The U.S. Department of Energy has just posted an explanation to its website assuring the public that it is not the child-exploiting, monster-raising, alternate-universe exploring agency depicted in Stranger Things. Or, at least that's what they want us to believe. The post is from the department's office of public affairs' digital content specialist Paul Lester who admits to having binge-watched the Netflix series over the weekend. (We understand, as this is also all we've wanted to write about for the past two weeks.) What we really hope is that this was something he decided to do in some downtime at work — not that there was a big meeting with Secretary of Energy Ernest Moniz in which everyone expressed worry that the public might be afraid that there actually is a Hawkins National Laboratory holding kidnapped telepathic children prisoner to speak with the Upside Down. Either way, Lester's post may be of comfort and amusement to some. It may also launch some new conspiracy theories with these "revelations."
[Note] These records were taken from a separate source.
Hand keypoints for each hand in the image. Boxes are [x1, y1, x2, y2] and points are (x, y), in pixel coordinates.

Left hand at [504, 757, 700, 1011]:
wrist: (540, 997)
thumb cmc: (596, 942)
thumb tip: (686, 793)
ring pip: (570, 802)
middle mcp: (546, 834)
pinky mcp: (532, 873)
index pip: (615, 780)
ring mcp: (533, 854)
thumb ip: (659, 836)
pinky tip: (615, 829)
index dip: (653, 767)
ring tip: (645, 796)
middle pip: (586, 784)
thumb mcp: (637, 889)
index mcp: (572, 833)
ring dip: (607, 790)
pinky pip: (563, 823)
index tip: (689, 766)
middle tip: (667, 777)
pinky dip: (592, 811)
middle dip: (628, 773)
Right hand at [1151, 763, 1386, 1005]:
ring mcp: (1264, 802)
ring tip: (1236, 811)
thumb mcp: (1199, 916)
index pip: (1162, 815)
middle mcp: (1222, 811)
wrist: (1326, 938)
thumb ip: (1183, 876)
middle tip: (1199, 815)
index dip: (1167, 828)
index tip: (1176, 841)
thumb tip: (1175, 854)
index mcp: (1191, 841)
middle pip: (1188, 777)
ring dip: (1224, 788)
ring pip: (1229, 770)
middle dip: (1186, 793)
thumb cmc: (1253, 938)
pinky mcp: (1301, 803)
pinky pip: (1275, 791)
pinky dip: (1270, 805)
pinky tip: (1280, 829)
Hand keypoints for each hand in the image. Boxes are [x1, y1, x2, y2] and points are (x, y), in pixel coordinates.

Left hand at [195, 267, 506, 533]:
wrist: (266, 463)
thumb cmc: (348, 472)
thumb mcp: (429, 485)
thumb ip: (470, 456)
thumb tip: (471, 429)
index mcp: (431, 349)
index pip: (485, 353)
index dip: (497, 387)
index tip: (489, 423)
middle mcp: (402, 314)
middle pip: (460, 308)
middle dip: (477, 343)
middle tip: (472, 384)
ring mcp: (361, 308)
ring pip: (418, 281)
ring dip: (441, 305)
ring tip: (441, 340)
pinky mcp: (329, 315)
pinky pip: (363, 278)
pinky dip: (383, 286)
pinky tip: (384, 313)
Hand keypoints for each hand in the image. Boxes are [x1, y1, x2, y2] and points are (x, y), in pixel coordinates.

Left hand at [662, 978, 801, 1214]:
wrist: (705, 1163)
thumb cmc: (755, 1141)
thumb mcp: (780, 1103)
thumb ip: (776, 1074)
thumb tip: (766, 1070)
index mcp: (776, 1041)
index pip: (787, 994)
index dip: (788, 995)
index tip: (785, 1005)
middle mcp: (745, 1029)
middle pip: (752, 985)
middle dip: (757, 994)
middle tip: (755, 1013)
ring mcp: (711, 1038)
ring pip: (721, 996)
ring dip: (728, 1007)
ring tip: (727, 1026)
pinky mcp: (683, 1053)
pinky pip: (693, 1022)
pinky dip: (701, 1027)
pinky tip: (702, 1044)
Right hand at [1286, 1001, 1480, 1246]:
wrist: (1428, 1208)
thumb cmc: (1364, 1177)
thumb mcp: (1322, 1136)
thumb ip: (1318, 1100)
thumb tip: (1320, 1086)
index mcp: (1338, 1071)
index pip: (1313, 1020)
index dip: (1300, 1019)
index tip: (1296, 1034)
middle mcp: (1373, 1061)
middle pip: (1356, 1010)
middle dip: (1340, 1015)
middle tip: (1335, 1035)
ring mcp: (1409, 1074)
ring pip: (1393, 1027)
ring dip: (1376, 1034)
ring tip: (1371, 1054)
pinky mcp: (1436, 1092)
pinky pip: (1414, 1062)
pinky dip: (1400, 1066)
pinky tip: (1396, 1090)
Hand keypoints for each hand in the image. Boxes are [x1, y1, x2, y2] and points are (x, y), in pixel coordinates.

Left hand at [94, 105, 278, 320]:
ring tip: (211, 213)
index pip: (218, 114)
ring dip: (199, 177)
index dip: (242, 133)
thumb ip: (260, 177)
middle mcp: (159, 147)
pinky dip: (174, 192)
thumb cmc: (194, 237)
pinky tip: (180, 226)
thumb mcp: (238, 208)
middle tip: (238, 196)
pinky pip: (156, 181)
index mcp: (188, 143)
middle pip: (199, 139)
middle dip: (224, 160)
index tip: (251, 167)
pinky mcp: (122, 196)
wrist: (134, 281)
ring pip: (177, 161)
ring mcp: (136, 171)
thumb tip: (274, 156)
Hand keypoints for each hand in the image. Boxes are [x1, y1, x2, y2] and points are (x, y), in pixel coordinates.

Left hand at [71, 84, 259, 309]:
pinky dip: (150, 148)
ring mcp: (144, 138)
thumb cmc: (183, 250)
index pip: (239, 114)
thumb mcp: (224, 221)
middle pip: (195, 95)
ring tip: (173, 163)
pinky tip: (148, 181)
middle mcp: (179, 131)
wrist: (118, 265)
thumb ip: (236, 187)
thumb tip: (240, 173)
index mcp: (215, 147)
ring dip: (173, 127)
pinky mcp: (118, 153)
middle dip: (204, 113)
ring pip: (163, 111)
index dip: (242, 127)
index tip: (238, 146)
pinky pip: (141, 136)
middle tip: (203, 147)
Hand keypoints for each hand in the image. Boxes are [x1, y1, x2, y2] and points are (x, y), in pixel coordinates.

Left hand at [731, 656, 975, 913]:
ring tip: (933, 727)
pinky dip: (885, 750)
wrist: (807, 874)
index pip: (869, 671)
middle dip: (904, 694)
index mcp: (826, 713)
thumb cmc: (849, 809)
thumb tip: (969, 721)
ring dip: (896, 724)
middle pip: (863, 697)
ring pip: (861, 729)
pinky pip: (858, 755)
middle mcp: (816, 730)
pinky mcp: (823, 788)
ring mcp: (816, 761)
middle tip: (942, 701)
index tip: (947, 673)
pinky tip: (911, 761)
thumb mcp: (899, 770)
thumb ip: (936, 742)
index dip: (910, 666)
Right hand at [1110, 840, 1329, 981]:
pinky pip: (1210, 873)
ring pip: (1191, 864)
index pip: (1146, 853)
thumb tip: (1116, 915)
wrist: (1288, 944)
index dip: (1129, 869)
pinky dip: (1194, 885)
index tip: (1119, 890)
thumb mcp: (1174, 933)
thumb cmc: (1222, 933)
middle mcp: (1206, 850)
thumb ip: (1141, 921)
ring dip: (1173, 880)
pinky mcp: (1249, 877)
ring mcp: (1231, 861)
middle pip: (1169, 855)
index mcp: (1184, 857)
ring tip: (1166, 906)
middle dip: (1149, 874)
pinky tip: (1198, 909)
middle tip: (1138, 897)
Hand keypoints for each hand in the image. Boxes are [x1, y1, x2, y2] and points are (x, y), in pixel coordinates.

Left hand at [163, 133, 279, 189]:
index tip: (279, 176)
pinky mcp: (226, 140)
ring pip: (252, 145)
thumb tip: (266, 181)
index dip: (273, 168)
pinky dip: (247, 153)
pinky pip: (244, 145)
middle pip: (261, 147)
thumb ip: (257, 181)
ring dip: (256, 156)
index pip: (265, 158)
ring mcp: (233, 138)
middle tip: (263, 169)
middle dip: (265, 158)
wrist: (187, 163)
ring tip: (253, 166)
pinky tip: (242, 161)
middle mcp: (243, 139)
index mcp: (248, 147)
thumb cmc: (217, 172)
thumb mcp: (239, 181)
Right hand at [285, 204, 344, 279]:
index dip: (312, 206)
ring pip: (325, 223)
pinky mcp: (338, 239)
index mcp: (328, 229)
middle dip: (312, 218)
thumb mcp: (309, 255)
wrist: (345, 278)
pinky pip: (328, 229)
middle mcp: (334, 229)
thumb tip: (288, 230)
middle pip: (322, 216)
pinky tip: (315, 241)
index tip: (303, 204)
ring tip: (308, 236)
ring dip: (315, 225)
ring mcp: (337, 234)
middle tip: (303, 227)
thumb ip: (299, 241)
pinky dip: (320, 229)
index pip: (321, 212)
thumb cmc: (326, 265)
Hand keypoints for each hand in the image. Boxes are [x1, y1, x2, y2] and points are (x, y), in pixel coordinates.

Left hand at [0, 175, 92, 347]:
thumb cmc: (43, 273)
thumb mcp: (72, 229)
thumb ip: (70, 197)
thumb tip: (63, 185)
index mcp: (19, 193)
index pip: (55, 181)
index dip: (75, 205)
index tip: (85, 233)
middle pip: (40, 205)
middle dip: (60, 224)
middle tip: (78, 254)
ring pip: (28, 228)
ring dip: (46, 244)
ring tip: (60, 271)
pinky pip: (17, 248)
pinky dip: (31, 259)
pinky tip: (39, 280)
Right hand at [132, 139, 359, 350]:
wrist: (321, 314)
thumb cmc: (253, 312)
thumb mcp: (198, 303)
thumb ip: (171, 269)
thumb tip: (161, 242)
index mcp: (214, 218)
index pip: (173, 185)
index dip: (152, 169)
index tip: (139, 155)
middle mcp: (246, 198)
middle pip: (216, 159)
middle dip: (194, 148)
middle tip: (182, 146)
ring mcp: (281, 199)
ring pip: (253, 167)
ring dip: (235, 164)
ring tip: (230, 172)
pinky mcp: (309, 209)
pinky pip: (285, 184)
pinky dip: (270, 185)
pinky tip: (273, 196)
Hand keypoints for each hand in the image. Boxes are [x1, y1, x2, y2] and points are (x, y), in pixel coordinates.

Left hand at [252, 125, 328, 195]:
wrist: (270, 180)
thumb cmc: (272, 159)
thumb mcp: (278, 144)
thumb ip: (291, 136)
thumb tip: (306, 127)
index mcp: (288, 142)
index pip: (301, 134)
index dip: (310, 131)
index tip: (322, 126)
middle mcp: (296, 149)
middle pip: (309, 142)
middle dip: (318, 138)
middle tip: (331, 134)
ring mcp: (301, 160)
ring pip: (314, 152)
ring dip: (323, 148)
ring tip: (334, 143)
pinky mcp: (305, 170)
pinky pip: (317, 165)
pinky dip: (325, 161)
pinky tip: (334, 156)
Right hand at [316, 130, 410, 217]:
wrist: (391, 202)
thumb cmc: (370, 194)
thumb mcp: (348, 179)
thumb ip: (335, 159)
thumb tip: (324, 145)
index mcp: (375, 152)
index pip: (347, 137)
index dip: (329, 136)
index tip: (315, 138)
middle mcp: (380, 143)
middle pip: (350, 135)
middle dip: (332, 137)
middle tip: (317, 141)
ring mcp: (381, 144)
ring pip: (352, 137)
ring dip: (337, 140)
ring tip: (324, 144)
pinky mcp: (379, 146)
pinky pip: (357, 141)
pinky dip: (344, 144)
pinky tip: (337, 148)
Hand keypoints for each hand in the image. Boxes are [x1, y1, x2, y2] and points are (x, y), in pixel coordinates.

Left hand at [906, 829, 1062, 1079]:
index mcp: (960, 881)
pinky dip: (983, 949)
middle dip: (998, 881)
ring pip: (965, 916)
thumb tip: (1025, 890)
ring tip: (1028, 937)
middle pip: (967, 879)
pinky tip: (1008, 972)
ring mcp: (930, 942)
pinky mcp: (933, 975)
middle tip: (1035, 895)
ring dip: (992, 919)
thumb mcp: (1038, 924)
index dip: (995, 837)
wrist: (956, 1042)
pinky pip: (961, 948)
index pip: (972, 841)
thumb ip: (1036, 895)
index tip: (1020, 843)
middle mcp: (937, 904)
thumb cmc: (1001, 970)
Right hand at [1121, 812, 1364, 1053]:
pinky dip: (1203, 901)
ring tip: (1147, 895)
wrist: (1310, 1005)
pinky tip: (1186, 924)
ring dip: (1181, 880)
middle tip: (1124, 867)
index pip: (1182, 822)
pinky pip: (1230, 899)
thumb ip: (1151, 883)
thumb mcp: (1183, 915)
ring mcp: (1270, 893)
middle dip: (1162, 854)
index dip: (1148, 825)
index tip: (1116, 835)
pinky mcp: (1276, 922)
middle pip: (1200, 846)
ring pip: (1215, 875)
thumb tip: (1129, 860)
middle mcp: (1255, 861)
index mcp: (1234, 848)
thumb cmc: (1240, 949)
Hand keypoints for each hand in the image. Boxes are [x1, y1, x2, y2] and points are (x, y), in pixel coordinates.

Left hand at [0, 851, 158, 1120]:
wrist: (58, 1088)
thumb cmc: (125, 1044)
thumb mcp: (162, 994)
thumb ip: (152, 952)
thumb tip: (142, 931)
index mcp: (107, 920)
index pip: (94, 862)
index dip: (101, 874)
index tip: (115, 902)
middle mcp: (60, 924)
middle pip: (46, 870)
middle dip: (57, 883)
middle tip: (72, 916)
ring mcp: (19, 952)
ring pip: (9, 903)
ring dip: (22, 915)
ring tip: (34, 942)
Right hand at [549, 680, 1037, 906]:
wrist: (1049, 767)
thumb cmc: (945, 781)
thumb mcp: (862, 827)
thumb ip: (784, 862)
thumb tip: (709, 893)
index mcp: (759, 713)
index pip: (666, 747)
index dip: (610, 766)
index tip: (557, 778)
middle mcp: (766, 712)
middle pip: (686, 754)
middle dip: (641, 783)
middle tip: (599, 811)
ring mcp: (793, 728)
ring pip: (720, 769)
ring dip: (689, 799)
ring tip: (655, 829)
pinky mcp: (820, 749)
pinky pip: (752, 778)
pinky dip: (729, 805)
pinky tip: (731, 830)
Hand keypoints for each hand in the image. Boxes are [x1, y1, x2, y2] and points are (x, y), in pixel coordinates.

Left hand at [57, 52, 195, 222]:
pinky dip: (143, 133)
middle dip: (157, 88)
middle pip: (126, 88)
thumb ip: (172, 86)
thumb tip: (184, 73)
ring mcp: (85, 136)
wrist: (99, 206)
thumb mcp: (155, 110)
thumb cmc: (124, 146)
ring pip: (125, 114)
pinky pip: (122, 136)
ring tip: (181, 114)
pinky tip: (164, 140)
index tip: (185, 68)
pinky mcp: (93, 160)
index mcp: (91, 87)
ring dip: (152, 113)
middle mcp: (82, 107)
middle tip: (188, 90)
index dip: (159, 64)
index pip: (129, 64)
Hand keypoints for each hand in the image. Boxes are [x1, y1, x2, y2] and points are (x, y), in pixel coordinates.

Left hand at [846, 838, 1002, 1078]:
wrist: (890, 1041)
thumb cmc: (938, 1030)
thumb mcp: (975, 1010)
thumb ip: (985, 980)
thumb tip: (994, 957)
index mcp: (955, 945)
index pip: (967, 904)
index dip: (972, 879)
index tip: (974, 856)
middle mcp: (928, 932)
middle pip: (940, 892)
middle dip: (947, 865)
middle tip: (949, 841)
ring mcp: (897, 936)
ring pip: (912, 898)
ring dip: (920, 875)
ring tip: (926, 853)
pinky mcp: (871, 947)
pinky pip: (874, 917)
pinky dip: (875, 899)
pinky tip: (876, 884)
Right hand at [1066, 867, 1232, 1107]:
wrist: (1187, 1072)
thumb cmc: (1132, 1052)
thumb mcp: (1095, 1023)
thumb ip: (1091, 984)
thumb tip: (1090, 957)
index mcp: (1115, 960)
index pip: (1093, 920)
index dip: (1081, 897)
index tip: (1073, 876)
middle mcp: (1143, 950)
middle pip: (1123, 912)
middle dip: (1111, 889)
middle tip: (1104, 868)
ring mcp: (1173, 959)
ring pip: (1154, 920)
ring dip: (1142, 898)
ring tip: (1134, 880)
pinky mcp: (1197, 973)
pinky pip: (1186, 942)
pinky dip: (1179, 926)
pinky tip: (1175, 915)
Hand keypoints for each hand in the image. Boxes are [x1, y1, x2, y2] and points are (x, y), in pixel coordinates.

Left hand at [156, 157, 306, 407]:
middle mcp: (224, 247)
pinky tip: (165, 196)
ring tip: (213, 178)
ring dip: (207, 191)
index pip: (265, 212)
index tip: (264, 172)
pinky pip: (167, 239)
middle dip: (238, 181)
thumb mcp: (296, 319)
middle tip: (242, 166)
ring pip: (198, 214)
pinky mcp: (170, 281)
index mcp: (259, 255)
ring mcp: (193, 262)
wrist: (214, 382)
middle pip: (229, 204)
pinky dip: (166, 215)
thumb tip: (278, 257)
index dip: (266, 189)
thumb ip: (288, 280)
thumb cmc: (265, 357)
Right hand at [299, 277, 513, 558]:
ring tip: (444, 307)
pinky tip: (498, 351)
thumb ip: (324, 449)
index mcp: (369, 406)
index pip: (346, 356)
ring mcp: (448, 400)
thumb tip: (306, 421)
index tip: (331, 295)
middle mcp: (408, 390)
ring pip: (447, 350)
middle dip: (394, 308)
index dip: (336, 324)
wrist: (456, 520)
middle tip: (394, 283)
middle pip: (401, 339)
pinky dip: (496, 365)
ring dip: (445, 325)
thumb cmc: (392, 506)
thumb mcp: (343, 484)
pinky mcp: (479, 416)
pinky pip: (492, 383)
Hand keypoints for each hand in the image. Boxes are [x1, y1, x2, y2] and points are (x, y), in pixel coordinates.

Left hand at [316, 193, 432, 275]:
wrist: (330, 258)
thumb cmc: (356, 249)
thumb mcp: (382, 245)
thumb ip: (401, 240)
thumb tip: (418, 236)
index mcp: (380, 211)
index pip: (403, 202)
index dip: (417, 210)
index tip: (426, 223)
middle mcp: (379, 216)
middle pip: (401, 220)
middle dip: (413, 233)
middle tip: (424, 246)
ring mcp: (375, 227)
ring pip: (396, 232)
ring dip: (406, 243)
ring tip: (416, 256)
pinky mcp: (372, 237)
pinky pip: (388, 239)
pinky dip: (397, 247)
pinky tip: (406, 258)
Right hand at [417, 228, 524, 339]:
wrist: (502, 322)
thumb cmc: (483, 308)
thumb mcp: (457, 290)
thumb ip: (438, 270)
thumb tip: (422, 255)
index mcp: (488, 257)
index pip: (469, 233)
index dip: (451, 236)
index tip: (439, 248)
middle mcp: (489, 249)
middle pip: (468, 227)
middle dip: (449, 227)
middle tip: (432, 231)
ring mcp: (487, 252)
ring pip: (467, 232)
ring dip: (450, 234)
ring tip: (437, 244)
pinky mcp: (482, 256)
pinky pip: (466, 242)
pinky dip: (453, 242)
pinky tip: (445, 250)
While Hawkins doesn't exist, there is the Argonne National Laboratory in Illinois, named after the forest in which it resides, "that focuses on important energy, environment, technology, and national security issues," Lester writes. Why are you hiding all that in a forest? Though he says it's not involved in exploring parallel worlds, the department does make Multi-Mission Radioisotope Thermoelectric Generators for NASA missions, which are "batteries [that] convert heat generated by the decay of plutonium-238 into electric power," kind of like the Flux Capacitor in Back to the Future. Kind of like Eleven's brain. "We don’t mess with monsters, but the Energy Department is in the business of detecting invisible dangers," Lester says, citing as an example a tool that can measure radioactive material in shipping containers. You know what travels in shipping containers in all the movies and TV shows? Aliens and monsters.
Lester deems it necessary to say that his department's scientists are really nice and not at all like Matthew Modine's character, and also that monsters don't power Christmas lights. Somehow, this sounds a bit like protesting too much. It's okay, Lester; we just assume they'll lock you in that little room if you don't write all this.